Work to be completed.
What you return must be every line below that includes the word "Subida".

Data shown.
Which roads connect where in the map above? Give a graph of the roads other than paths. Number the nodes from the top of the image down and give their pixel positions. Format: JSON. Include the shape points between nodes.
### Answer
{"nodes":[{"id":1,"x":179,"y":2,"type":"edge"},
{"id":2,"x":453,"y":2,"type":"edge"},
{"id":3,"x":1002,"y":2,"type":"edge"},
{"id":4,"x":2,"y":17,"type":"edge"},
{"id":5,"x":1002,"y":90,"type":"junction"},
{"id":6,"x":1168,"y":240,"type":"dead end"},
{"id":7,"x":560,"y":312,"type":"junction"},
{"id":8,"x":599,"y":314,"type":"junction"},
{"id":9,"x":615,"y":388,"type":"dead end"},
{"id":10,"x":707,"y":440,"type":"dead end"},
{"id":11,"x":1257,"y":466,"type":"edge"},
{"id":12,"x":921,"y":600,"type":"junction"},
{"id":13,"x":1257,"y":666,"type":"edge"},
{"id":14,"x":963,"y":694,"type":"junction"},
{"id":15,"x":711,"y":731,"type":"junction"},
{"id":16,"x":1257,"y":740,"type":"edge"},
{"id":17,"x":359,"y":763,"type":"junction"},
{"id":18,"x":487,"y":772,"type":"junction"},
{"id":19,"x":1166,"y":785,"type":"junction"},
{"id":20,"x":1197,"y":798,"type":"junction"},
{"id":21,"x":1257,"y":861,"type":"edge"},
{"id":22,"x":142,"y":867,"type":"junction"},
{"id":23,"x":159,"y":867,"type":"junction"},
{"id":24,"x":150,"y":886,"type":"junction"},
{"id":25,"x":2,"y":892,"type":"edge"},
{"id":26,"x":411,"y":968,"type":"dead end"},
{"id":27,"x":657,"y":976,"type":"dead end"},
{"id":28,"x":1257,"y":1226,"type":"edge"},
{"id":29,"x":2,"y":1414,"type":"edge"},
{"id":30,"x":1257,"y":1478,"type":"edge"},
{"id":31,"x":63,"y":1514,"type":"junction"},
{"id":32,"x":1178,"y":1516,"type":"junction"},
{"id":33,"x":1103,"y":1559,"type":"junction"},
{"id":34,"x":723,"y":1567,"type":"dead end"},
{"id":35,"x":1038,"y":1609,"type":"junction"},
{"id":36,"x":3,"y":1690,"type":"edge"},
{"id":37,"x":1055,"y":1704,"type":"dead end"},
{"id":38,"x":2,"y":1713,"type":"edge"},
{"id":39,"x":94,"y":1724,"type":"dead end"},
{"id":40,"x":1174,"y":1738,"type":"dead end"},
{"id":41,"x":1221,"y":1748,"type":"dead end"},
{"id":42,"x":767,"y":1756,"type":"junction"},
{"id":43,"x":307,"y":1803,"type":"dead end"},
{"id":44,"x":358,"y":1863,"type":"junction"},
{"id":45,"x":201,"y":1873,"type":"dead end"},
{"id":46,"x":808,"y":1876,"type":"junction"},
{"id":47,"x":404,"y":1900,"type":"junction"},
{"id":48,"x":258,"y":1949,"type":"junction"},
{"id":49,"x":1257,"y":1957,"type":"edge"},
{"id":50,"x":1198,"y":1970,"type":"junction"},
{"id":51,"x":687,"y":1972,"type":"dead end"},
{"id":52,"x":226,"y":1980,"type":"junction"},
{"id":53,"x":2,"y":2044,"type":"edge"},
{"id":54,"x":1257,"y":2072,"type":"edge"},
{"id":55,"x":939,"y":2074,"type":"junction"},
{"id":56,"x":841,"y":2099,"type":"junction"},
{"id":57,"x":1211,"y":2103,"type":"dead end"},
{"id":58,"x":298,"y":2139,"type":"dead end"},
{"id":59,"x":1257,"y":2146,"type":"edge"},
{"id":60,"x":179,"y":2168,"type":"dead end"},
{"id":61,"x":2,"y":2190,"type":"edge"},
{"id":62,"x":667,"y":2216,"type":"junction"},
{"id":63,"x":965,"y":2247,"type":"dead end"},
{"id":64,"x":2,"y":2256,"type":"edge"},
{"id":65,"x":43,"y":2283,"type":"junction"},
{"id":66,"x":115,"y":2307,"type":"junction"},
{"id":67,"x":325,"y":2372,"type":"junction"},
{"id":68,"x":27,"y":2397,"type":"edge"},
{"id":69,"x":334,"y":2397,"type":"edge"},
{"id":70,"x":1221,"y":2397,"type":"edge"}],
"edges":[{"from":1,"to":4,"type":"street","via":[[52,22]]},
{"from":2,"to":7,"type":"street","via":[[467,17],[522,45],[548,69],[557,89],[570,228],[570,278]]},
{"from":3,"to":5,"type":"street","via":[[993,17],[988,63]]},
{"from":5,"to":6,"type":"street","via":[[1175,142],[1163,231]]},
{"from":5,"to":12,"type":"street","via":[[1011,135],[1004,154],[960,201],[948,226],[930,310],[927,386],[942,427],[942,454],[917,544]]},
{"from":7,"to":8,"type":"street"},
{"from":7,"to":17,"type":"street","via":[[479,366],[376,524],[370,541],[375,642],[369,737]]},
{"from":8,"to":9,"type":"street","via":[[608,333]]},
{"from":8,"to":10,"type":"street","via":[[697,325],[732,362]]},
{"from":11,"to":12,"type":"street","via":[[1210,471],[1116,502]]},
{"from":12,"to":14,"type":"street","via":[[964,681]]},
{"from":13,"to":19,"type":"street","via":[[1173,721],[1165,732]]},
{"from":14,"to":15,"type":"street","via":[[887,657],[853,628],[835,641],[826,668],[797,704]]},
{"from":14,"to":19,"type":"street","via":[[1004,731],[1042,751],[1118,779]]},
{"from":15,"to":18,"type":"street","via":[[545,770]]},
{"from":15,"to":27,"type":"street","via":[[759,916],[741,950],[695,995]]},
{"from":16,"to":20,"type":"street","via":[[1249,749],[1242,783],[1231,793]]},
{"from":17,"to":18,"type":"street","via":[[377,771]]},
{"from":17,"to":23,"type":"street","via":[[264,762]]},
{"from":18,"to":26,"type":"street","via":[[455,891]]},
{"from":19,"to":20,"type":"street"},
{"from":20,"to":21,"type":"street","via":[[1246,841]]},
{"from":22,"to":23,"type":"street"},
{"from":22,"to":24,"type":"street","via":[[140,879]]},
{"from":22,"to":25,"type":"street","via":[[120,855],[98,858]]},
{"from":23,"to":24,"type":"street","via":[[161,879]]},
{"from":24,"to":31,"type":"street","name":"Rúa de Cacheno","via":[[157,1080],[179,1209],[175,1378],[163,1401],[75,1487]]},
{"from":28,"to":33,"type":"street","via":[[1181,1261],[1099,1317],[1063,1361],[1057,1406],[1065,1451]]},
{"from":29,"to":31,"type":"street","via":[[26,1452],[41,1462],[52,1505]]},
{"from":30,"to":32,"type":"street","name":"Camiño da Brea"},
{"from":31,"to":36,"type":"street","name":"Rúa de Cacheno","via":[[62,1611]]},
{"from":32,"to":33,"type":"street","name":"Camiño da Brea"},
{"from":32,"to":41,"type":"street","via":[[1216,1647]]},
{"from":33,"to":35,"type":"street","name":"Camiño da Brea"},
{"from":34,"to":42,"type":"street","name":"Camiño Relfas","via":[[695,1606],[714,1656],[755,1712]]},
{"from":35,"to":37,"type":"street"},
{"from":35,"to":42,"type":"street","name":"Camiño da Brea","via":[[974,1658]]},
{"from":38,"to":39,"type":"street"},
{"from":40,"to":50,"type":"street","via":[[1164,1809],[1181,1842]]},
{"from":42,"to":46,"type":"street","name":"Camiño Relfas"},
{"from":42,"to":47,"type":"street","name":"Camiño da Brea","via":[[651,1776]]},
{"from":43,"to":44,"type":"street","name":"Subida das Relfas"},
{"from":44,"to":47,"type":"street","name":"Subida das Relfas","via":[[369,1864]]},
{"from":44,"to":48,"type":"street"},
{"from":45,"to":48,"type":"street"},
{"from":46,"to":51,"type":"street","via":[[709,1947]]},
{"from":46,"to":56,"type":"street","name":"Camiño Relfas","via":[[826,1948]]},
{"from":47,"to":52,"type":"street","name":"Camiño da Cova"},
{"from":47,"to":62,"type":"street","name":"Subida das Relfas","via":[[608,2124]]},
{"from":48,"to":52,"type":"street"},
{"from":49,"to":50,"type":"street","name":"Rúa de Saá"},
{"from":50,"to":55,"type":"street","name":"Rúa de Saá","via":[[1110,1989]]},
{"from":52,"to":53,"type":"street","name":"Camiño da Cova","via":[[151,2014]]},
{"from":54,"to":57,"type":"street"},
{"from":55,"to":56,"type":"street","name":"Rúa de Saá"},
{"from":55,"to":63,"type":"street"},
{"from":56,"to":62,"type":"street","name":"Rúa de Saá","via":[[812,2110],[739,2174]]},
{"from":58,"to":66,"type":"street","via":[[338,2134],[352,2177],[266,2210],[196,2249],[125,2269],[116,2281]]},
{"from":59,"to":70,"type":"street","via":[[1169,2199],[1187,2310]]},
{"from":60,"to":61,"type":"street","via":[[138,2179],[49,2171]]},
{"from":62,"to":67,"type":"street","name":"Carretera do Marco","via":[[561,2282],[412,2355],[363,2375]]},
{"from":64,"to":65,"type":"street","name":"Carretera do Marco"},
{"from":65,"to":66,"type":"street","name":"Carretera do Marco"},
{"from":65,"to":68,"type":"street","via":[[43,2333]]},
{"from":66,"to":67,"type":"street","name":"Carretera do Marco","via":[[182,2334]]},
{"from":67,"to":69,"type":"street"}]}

Response.
{"from":43,"to":44,"type":"street","name":"Subida das Relfas"},
{"from":44,"to":47,"type":"street","name":"Subida das Relfas","via":[[369,1864]]},
{"from":47,"to":62,"type":"street","name":"Subida das Relfas","via":[[608,2124]]},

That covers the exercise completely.